Strengthen or restart an affective bond?

    If there's anything in this world that isn't simple, it's relationships. In most cases, living with parents and siblings, as difficult as it may be, ends up being well managed because there is an inseparable blood bond. Whether you like it or not, your family bond will be maintained forever, so it's always wise to reinforce those bonds and resolve problems that arise. When it comes to a boyfriend, fiancé or husband, the resolution is not that simple, since there is the option of breaking this bond and each one going their own way. So what is more prudent? Strengthen the bond or start over?



    Considering that 99,9% of people do not start a relationship by stipulating an expiration date, then the definition of the poet Vinicius de Moraes' thought “May it be eternal while it lasts” is very accurate in this type of situation. If you're not absolutely sure that your relationship has ended, every effort to repair or strengthen the bond is justifiable.

    So how to proceed so that you don't even have the need to review your affective bond with your partner? When it comes to a long relationship, it is practically inevitable that habits need to be revised so that the relationship remains harmonious and that its essence, the one that seduced both of you in the beginning, is preserved.

    The best way to do this is to build the relationship as if it were a house: brick by brick every day. You don't build a big room all at once and then sit for weeks with the work abandoned. Everything goes little by little, so a solid foundation is built that will have greater resistance to the storms that will come ahead.

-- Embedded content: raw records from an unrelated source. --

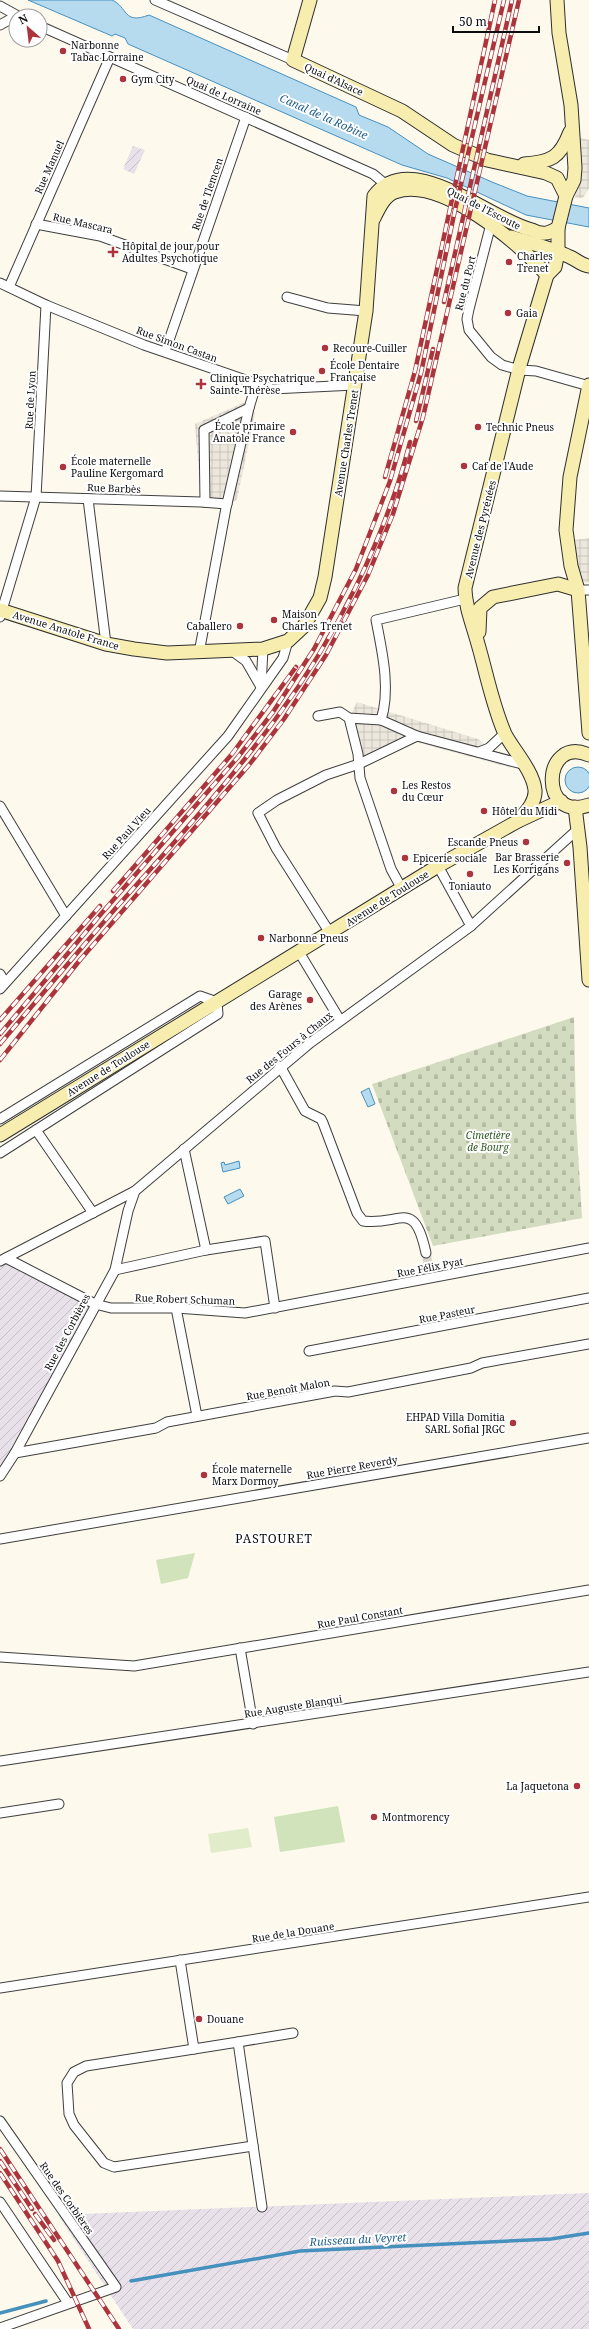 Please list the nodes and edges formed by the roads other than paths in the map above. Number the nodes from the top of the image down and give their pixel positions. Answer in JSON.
{"nodes":[{"id":1,"x":155,"y":0,"type":"edge"},
{"id":2,"x":310,"y":0,"type":"edge"},
{"id":3,"x":556,"y":0,"type":"edge"},
{"id":4,"x":48,"y":30,"type":"edge"},
{"id":5,"x":110,"y":57,"type":"junction"},
{"id":6,"x":293,"y":60,"type":"junction"},
{"id":7,"x":246,"y":117,"type":"junction"},
{"id":8,"x":571,"y":128,"type":"junction"},
{"id":9,"x":508,"y":165,"type":"junction"},
{"id":10,"x":390,"y":188,"type":"junction"},
{"id":11,"x":566,"y":196,"type":"junction"},
{"id":12,"x":374,"y":219,"type":"joint"},
{"id":13,"x":36,"y":224,"type":"junction"},
{"id":14,"x":491,"y":224,"type":"junction"},
{"id":15,"x":558,"y":228,"type":"junction"},
{"id":16,"x":507,"y":236,"type":"junction"},
{"id":17,"x":558,"y":252,"type":"junction"},
{"id":18,"x":572,"y":257,"type":"junction"},
{"id":19,"x":589,"y":266,"type":"edge"},
{"id":20,"x":192,"y":269,"type":"junction"},
{"id":21,"x":547,"y":275,"type":"junction"},
{"id":22,"x":4,"y":285,"type":"edge"},
{"id":23,"x":286,"y":297,"type":"dead end"},
{"id":24,"x":46,"y":305,"type":"junction"},
{"id":25,"x":366,"y":311,"type":"junction"},
{"id":26,"x":167,"y":346,"type":"dead end"},
{"id":27,"x":520,"y":370,"type":"junction"},
{"id":28,"x":256,"y":385,"type":"junction"},
{"id":29,"x":355,"y":386,"type":"junction"},
{"id":30,"x":589,"y":386,"type":"edge"},
{"id":31,"x":249,"y":408,"type":"junction"},
{"id":32,"x":0,"y":496,"type":"edge"},
{"id":33,"x":36,"y":497,"type":"junction"},
{"id":34,"x":88,"y":499,"type":"junction"},
{"id":35,"x":205,"y":502,"type":"junction"},
{"id":36,"x":227,"y":504,"type":"junction"},
{"id":37,"x":583,"y":590,"type":"edge"},
{"id":38,"x":465,"y":599,"type":"junction"},
{"id":39,"x":1,"y":613,"type":"edge"},
{"id":40,"x":292,"y":638,"type":"junction"},
{"id":41,"x":478,"y":643,"type":"junction"},
{"id":42,"x":106,"y":644,"type":"junction"},
{"id":43,"x":268,"y":648,"type":"junction"},
{"id":44,"x":231,"y":650,"type":"junction"},
{"id":45,"x":198,"y":653,"type":"junction"},
{"id":46,"x":277,"y":665,"type":"junction"},
{"id":47,"x":261,"y":687,"type":"junction"},
{"id":48,"x":318,"y":716,"type":"dead end"},
{"id":49,"x":350,"y":718,"type":"junction"},
{"id":50,"x":381,"y":720,"type":"junction"},
{"id":51,"x":505,"y":733,"type":"junction"},
{"id":52,"x":589,"y":733,"type":"edge"},
{"id":53,"x":417,"y":736,"type":"junction"},
{"id":54,"x":479,"y":752,"type":"junction"},
{"id":55,"x":589,"y":755,"type":"edge"},
{"id":56,"x":359,"y":764,"type":"junction"},
{"id":57,"x":525,"y":767,"type":"junction"},
{"id":58,"x":552,"y":787,"type":"junction"},
{"id":59,"x":560,"y":801,"type":"junction"},
{"id":60,"x":589,"y":805,"type":"edge"},
{"id":61,"x":0,"y":806,"type":"edge"},
{"id":62,"x":576,"y":807,"type":"junction"},
{"id":63,"x":518,"y":820,"type":"junction"},
{"id":64,"x":578,"y":830,"type":"junction"},
{"id":65,"x":438,"y":866,"type":"junction"},
{"id":66,"x":402,"y":889,"type":"junction"},
{"id":67,"x":66,"y":916,"type":"junction"},
{"id":68,"x":471,"y":926,"type":"junction"},
{"id":69,"x":330,"y":933,"type":"junction"},
{"id":70,"x":299,"y":952,"type":"junction"},
{"id":71,"x":589,"y":958,"type":"edge"},
{"id":72,"x":589,"y":968,"type":"edge"},
{"id":73,"x":0,"y":974,"type":"edge"},
{"id":74,"x":589,"y":980,"type":"edge"},
{"id":75,"x":3,"y":986,"type":"edge"},
{"id":76,"x":218,"y":1002,"type":"junction"},
{"id":77,"x":340,"y":1020,"type":"junction"},
{"id":78,"x":280,"y":1066,"type":"junction"},
{"id":79,"x":0,"y":1119,"type":"edge"},
{"id":80,"x":36,"y":1130,"type":"junction"},
{"id":81,"x":0,"y":1135,"type":"edge"},
{"id":82,"x":184,"y":1148,"type":"junction"},
{"id":83,"x":0,"y":1153,"type":"edge"},
{"id":84,"x":135,"y":1191,"type":"junction"},
{"id":85,"x":93,"y":1213,"type":"junction"},
{"id":86,"x":589,"y":1248,"type":"edge"},
{"id":87,"x":206,"y":1250,"type":"junction"},
{"id":88,"x":426,"y":1253,"type":"tunnel mouth"},
{"id":89,"x":3,"y":1259,"type":"edge"},
{"id":90,"x":115,"y":1270,"type":"junction"},
{"id":91,"x":589,"y":1298,"type":"edge"},
{"id":92,"x":95,"y":1304,"type":"junction"},
{"id":93,"x":176,"y":1308,"type":"junction"},
{"id":94,"x":275,"y":1308,"type":"junction"},
{"id":95,"x":589,"y":1344,"type":"edge"},
{"id":96,"x":309,"y":1351,"type":"dead end"},
{"id":97,"x":197,"y":1416,"type":"junction"},
{"id":98,"x":589,"y":1438,"type":"edge"},
{"id":99,"x":15,"y":1453,"type":"junction"},
{"id":100,"x":0,"y":1476,"type":"edge"},
{"id":101,"x":0,"y":1539,"type":"edge"},
{"id":102,"x":589,"y":1590,"type":"edge"},
{"id":103,"x":240,"y":1648,"type":"junction"},
{"id":104,"x":0,"y":1657,"type":"edge"},
{"id":105,"x":589,"y":1672,"type":"edge"},
{"id":106,"x":253,"y":1724,"type":"junction"},
{"id":107,"x":0,"y":1761,"type":"edge"},
{"id":108,"x":59,"y":1804,"type":"dead end"},
{"id":109,"x":0,"y":1813,"type":"edge"},
{"id":110,"x":589,"y":1897,"type":"edge"},
{"id":111,"x":180,"y":1960,"type":"junction"},
{"id":112,"x":0,"y":1988,"type":"edge"},
{"id":113,"x":293,"y":2033,"type":"dead end"},
{"id":114,"x":238,"y":2042,"type":"junction"},
{"id":115,"x":194,"y":2049,"type":"junction"},
{"id":116,"x":0,"y":2121,"type":"edge"},
{"id":117,"x":253,"y":2146,"type":"junction"},
{"id":118,"x":0,"y":2202,"type":"edge"},
{"id":119,"x":262,"y":2207,"type":"dead end"},
{"id":120,"x":68,"y":2303,"type":"junction"},
{"id":121,"x":0,"y":2328,"type":"edge"}],
"edges":[{"from":1,"to":6,"type":"street","name":"Quai d'Alsace"},
{"from":2,"to":6,"type":"main road"},
{"from":3,"to":8,"type":"main road","name":"Avenue des Pyrénées"},
{"from":4,"to":5,"type":"street","name":"Quai de Lorraine"},
{"from":5,"to":7,"type":"street","name":"Quai de Lorraine"},
{"from":5,"to":13,"type":"street","name":"Rue Manuel"},
{"from":6,"to":9,"type":"main road","name":"Quai d'Alsace"},
{"from":7,"to":10,"type":"street","name":"Quai de Lorraine"},
{"from":7,"to":20,"type":"street","name":"Rue de Tlemcen"},
{"from":8,"to":9,"type":"main road","name":"Quai d'Alsace"},
{"from":8,"to":11,"type":"main road","name":"Avenue des Pyrénées"},
{"from":9,"to":11,"type":"main road","name":"Quai d'Alsace"},
{"from":10,"to":12,"type":"main road","name":"Quai de l'Escoute"},
{"from":10,"to":14,"type":"main road","name":"Quai de l'Escoute"},
{"from":10,"to":15,"type":"main road","name":"Quai de l'Escoute"},
{"from":11,"to":15,"type":"main road","name":"Avenue des Pyrénées"},
{"from":12,"to":25,"type":"main road","name":"Avenue Charles Trenet"},
{"from":13,"to":20,"type":"street","name":"Rue Mascara"},
{"from":13,"to":22,"type":"street","name":"Rue Manuel"},
{"from":14,"to":16,"type":"main road","name":"Quai de l'Escoute"},
{"from":14,"to":27,"type":"street","name":"Rue du Port"},
{"from":15,"to":17,"type":"main road","name":"Avenue des Pyrénées"},
{"from":15,"to":18,"type":"main road"},
{"from":16,"to":17,"type":"main road","name":"Quai de l'Escoute"},
{"from":16,"to":21,"type":"main road","name":"Quai de l'Escoute"},
{"from":17,"to":18,"type":"main road","name":"Quai de l'Escoute"},
{"from":17,"to":21,"type":"main road","name":"Avenue des Pyrénées"},
{"from":18,"to":19,"type":"main road","name":"Quai de l'Escoute"},
{"from":20,"to":26,"type":"street","name":"Rue de Tlemcen"},
{"from":21,"to":27,"type":"main road","name":"Avenue des Pyrénées"},
{"from":22,"to":24,"type":"street","name":"Rue Simon Castan"},
{"from":23,"to":25,"type":"street"},
{"from":24,"to":28,"type":"street","name":"Rue Simon Castan"},
{"from":24,"to":33,"type":"street","name":"Rue de Lyon"},
{"from":25,"to":29,"type":"main road","name":"Avenue Charles Trenet"},
{"from":27,"to":30,"type":"street","name":"Rue du Port"},
{"from":27,"to":38,"type":"main road","name":"Avenue des Pyrénées"},
{"from":28,"to":29,"type":"street","name":"Rue Simon Castan"},
{"from":28,"to":31,"type":"street"},
{"from":29,"to":40,"type":"main road","name":"Avenue Charles Trenet"},
{"from":30,"to":37,"type":"main road"},
{"from":31,"to":35,"type":"street"},
{"from":31,"to":36,"type":"street"},
{"from":32,"to":33,"type":"street","name":"Rue Barbès"},
{"from":33,"to":34,"type":"street","name":"Rue Barbès"},
{"from":33,"to":39,"type":"street","name":"Rue de Lyon"},
{"from":34,"to":35,"type":"street","name":"Rue Barbès"},
{"from":34,"to":42,"type":"street"},
{"from":35,"to":36,"type":"street","name":"Rue Barbès"},
{"from":36,"to":45,"type":"street"},
{"from":37,"to":41,"type":"main road"},
{"from":37,"to":52,"type":"main road"},
{"from":38,"to":41,"type":"main road","name":"Avenue des Pyrénées"},
{"from":38,"to":50,"type":"street"},
{"from":39,"to":42,"type":"main road","name":"Avenue Anatole France"},
{"from":40,"to":43,"type":"main road","name":"Avenue Anatole France"},
{"from":40,"to":46,"type":"street","name":"Rue Paul Vieu"},
{"from":41,"to":51,"type":"main road","name":"Avenue des Pyrénées"},
{"from":42,"to":45,"type":"main road","name":"Avenue Anatole France"},
{"from":43,"to":44,"type":"main road","name":"Avenue Anatole France"},
{"from":43,"to":46,"type":"street"},
{"from":43,"to":47,"type":"street"},
{"from":44,"to":45,"type":"main road","name":"Avenue Anatole France"},
{"from":44,"to":47,"type":"street"},
{"from":46,"to":47,"type":"street","name":"Rue Paul Vieu"},
{"from":47,"to":67,"type":"street","name":"Rue Paul Vieu"},
{"from":48,"to":49,"type":"street"},
{"from":49,"to":50,"type":"street"},
{"from":49,"to":56,"type":"street"},
{"from":50,"to":53,"type":"street"},
{"from":51,"to":54,"type":"street"},
{"from":51,"to":57,"type":"main road","name":"Avenue des Pyrénées"},
{"from":53,"to":54,"type":"street"},
{"from":53,"to":56,"type":"street"},
{"from":54,"to":57,"type":"street"},
{"from":55,"to":58,"type":"main road"},
{"from":56,"to":66,"type":"street"},
{"from":56,"to":69,"type":"street"},
{"from":57,"to":58,"type":"main road"},
{"from":57,"to":63,"type":"main road","name":"Avenue des Pyrénées"},
{"from":58,"to":59,"type":"main road"},
{"from":59,"to":62,"type":"main road"},
{"from":59,"to":63,"type":"main road","name":"Avenue de Toulouse"},
{"from":60,"to":62,"type":"main road"},
{"from":61,"to":67,"type":"street"},
{"from":62,"to":64,"type":"main road"},
{"from":63,"to":65,"type":"main road","name":"Avenue de Toulouse"},
{"from":64,"to":68,"type":"street","name":"Rue des Fours à Chaux"},
{"from":64,"to":72,"type":"main road"},
{"from":65,"to":66,"type":"main road","name":"Avenue de Toulouse"},
{"from":65,"to":68,"type":"street"},
{"from":66,"to":69,"type":"main road","name":"Avenue de Toulouse"},
{"from":67,"to":75,"type":"street","name":"Rue Paul Vieu"},
{"from":68,"to":77,"type":"street","name":"Rue des Fours à Chaux"},
{"from":69,"to":70,"type":"main road","name":"Avenue de Toulouse"},
{"from":70,"to":76,"type":"main road","name":"Avenue de Toulouse"},
{"from":70,"to":77,"type":"street"},
{"from":71,"to":72,"type":"main road"},
{"from":72,"to":74,"type":"main road"},
{"from":73,"to":75,"type":"street"},
{"from":76,"to":79,"type":"street","name":"Avenue de Toulouse"},
{"from":76,"to":80,"type":"street"},
{"from":76,"to":81,"type":"main road","name":"Avenue de Toulouse"},
{"from":77,"to":78,"type":"street","name":"Rue des Fours à Chaux"},
{"from":78,"to":82,"type":"street","name":"Rue des Fours à Chaux"},
{"from":78,"to":88,"type":"street"},
{"from":80,"to":83,"type":"street"},
{"from":80,"to":85,"type":"street"},
{"from":82,"to":84,"type":"street","name":"Rue des Fours à Chaux"},
{"from":82,"to":87,"type":"street"},
{"from":84,"to":85,"type":"street","name":"Rue des Fours à Chaux"},
{"from":84,"to":90,"type":"street","name":"Rue des Corbières"},
{"from":85,"to":89,"type":"street","name":"Rue des Fours à Chaux"},
{"from":86,"to":94,"type":"street","name":"Rue Félix Pyat"},
{"from":87,"to":90,"type":"street"},
{"from":87,"to":94,"type":"street"},
{"from":89,"to":92,"type":"street","name":"Rue Robert Schuman"},
{"from":90,"to":92,"type":"street","name":"Rue des Corbières"},
{"from":91,"to":96,"type":"street","name":"Rue Pasteur"},
{"from":92,"to":93,"type":"street","name":"Rue Robert Schuman"},
{"from":92,"to":99,"type":"street","name":"Rue des Corbières"},
{"from":93,"to":94,"type":"street","name":"Rue Robert Schuman"},
{"from":93,"to":97,"type":"street"},
{"from":95,"to":97,"type":"street","name":"Rue Benoît Malon"},
{"from":97,"to":99,"type":"street","name":"Rue Benoît Malon"},
{"from":98,"to":101,"type":"street","name":"Rue Pierre Reverdy"},
{"from":99,"to":100,"type":"street","name":"Rue des Corbières"},
{"from":102,"to":103,"type":"street","name":"Rue Paul Constant"},
{"from":103,"to":104,"type":"street","name":"Rue Paul Constant"},
{"from":103,"to":106,"type":"street"},
{"from":105,"to":106,"type":"street","name":"Rue Auguste Blanqui"},
{"from":106,"to":107,"type":"street","name":"Rue Auguste Blanqui"},
{"from":108,"to":109,"type":"street"},
{"from":110,"to":111,"type":"street","name":"Rue de la Douane"},
{"from":111,"to":112,"type":"street","name":"Rue de la Douane"},
{"from":111,"to":115,"type":"street"},
{"from":113,"to":114,"type":"street"},
{"from":114,"to":115,"type":"street"},
{"from":114,"to":117,"type":"street"},
{"from":115,"to":117,"type":"street"},
{"from":116,"to":120,"type":"street","name":"Rue des Corbières"},
{"from":117,"to":119,"type":"street"},
{"from":118,"to":120,"type":"street"},
{"from":120,"to":121,"type":"street"}]}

    Strengthen or restart an affective bond?And how to do it? Sharing each of the moments whenever possible. It is not by chance that in marriage it is said that the couple must remain together “in joy and in sorrow, in sickness and in health, until death do us part”. We are not against divorce, after all, every type of situation has a limit and it is up to each one to delimit their own. But it is worth appreciating and dedicating all efforts so that this limit is far away, that the good times are much more present in the memory than the inevitable difficulties that we all have and will have.



    Mistakenly, happiness is linked to money. “How am I going to make her happy if I can't take her out for lunch? I can't buy a little valentine's gift", you may have heard someone lament. Every treat is valid, but monetary is secondary to the daily affection you can offer. If you don't have the money for a gift, give him a kiss and a hug. If you don't have anything to say, then listen. And if you are in a difficult moment, act to change it! The happiness of a couple is a joint responsibility, but nothing prevents you from putting in the effort and doing your part, as you are already halfway there.